Uzbekistan sentences 23 in deadly cough syrup scandal

A court in Uzbekistan sentenced 23 people to prison on Monday for their roles in a scandal that killed 68 children and exposed the country’s lax regulation of imported medicine.

The defendants, who included former health officials, pharmaceutical executives and customs officers, were found guilty of various crimes, such as tax evasion, sale of substandard or counterfeit medicines, abuse of office, negligence, forgery and bribery. The sentences ranged from two to 20 years.

The case stemmed from the deaths of dozens of children, mostly under the age of two, who consumed cough syrups contaminated with toxic chemicals. The syrups were manufactured by Marion Biotech, an Indian company, and distributed by Quramax Medical, a local firm.

The World Health Organization (WHO) said in January 2024 that two of Marion Biotech’s cough syrups, Ambronol and Dok-1 Max, were “substandard” and had unacceptable amounts of diethylene glycol and ethylene glycol, which are used as antifreeze and can cause kidney failure and death if ingested.

Marion Biotech denied the allegations and said it did not “agree” with the WHO’s findings. However, India’s health ministry suspended its production and its license was revoked by the food safety department in Uttar Pradesh, where it was based.

The Uzbek authorities launched a criminal investigation and arrested dozens of suspects, including Singh Raghvendra Pratar, an Indian executive director of Quramax Medical, who received the longest sentence of 20 years.

The trial, which lasted six months, revealed the extent of corruption and negligence in the Uzbek health system, which allowed the import and sale of substandard and counterfeit medicines without proper checks and controls.

The court also ordered the payment of compensation to the families of the victims, amounting to $80,000 for each child who died and for each of the four children who became disabled after consuming the cough syrup.

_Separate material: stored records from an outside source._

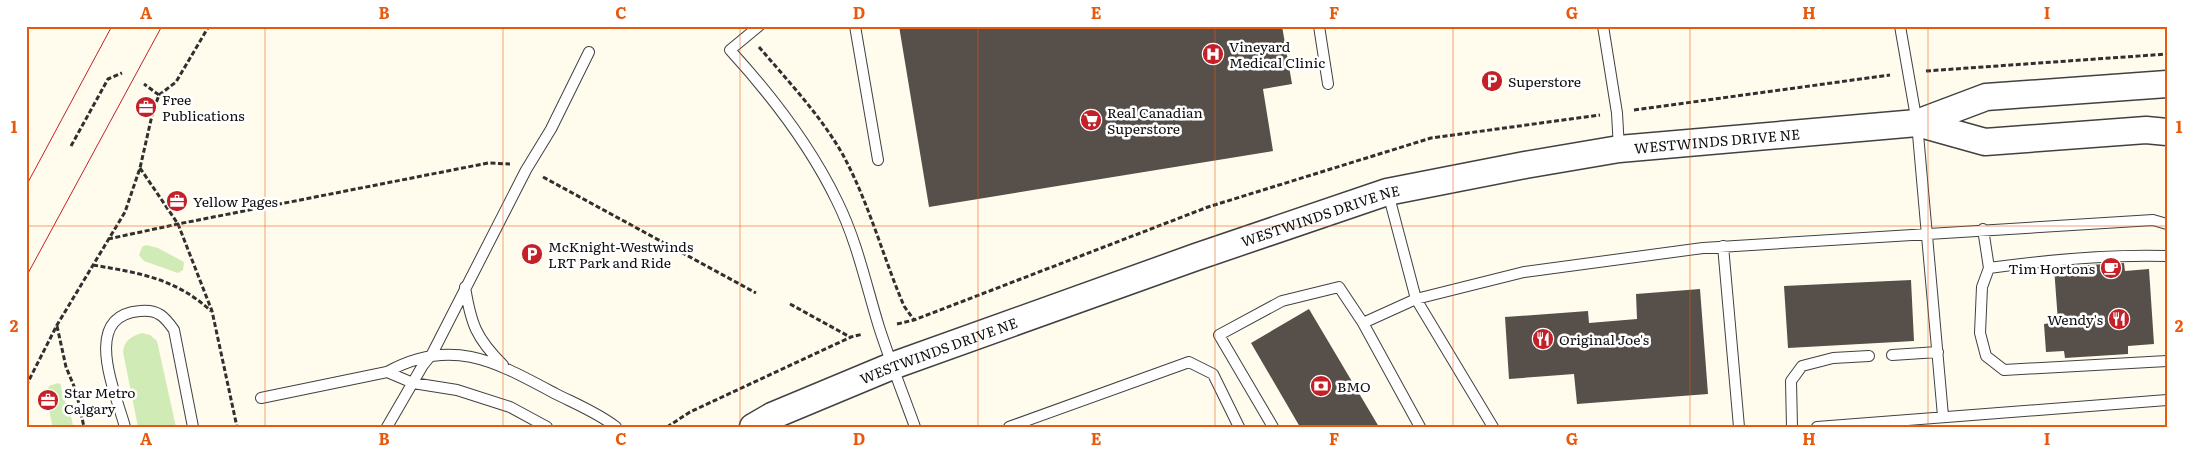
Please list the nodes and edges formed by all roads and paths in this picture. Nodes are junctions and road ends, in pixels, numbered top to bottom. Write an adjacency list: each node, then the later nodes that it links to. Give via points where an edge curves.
1 (209, 26): 12 (path, via 176,82)
2 (759, 26): 44 (lane, via 730,50 789,120 817,162 858,253)
3 (855, 26): 17 (lane)
4 (1319, 26): 10 (lane)
5 (1603, 26): 16 (lane, via 1617,113)
6 (1900, 26): 13 (lane)
7 (589, 52): 31 (lane)
8 (122, 73): 15 (path, via 108,78)
9 (144, 84): 12 (path)
10 (1328, 84)
11 (2167, 84): 13 (street, WESTWINDS DRIVE NE, via 1986,97)
12 (159, 95): 19 (path)
13 (1918, 123): 14 (street, WESTWINDS DRIVE NE, via 1985,142 2146,130); 16 (street, WESTWINDS DRIVE NE); 25 (lane)
14 (2167, 132)
15 (71, 146)
16 (1619, 149): 21 (street, WESTWINDS DRIVE NE)
17 (878, 160)
18 (513, 165): 22 (path, via 488,163)
19 (140, 168): 22 (path); 26 (path, via 125,212)
20 (541, 176): 32 (path)
21 (1387, 192): 33 (lane); 44 (street, WESTWINDS DRIVE NE)
22 (178, 224): 26 (path); 35 (path)
23 (2167, 224): 24 (lane, via 2153,220)
24 (1983, 230): 25 (lane); 30 (lane)
25 (1927, 233): 27 (lane); 39 (lane)
26 (108, 239): 29 (path)
27 (1723, 246): 33 (lane, via 1524,272); 66 (lane)
28 (2167, 256): 30 (lane, via 2127,254)
29 (93, 265): 35 (path, via 153,276 196,296); 37 (path)
30 (1989, 268): 43 (lane, via 1982,287 1980,333 1986,356 2004,370)
31 (465, 287): 40 (lane); 45 (lane, via 475,330 487,350)
32 (756, 293)
33 (1416, 299): 36 (lane); 65 (lane)
34 (790, 304): 38 (path)
35 (212, 311): 55 (path)
36 (1363, 323): 63 (lane, via 1339,287 1282,301 1219,335); 64 (lane)
37 (57, 325): 48 (path); 52 (path)
38 (851, 337)
39 (1938, 352): 41 (lane); 51 (lane)
40 (432, 354): 45 (lane, via 467,355); 46 (lane); 47 (lane)
41 (1892, 355)
42 (1869, 356): 67 (lane, via 1833,358 1802,366 1791,381)
43 (2167, 361)
44 (892, 366): 59 (street, WESTWINDS DRIVE NE); 60 (lane)
45 (504, 367): 58 (lane)
46 (387, 372): 47 (lane); 49 (lane)
47 (413, 383): 56 (lane); 57 (lane, via 457,390 510,407)
48 (26, 386)
49 (262, 398)
50 (2167, 400): 51 (lane)
51 (1943, 416): 68 (lane)
52 (84, 427)
53 (125, 427): 54 (lane, via 105,356 107,335 116,319 131,312 148,310 165,317 174,330)
54 (193, 427)
55 (237, 427)
56 (387, 427)
57 (547, 427)
58 (616, 427)
59 (753, 427)
60 (915, 427)
61 (1009, 427): 62 (lane, via 1189,362 1214,374)
62 (1239, 427)
63 (1273, 427)
64 (1420, 427)
65 (1493, 427)
66 (1739, 427)
67 (1792, 427)
68 (1817, 427)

The tragedy sparked public outrage and calls for reforms in the health sector, which has been plagued by shortages, low quality and high prices of medicines.

The Uzbek government has vowed to improve the regulation and oversight of imported medicine and to crack down on corruption and fraud in the pharmaceutical industry. It has also pledged to increase the domestic production of medicine and to ensure its safety and affordability.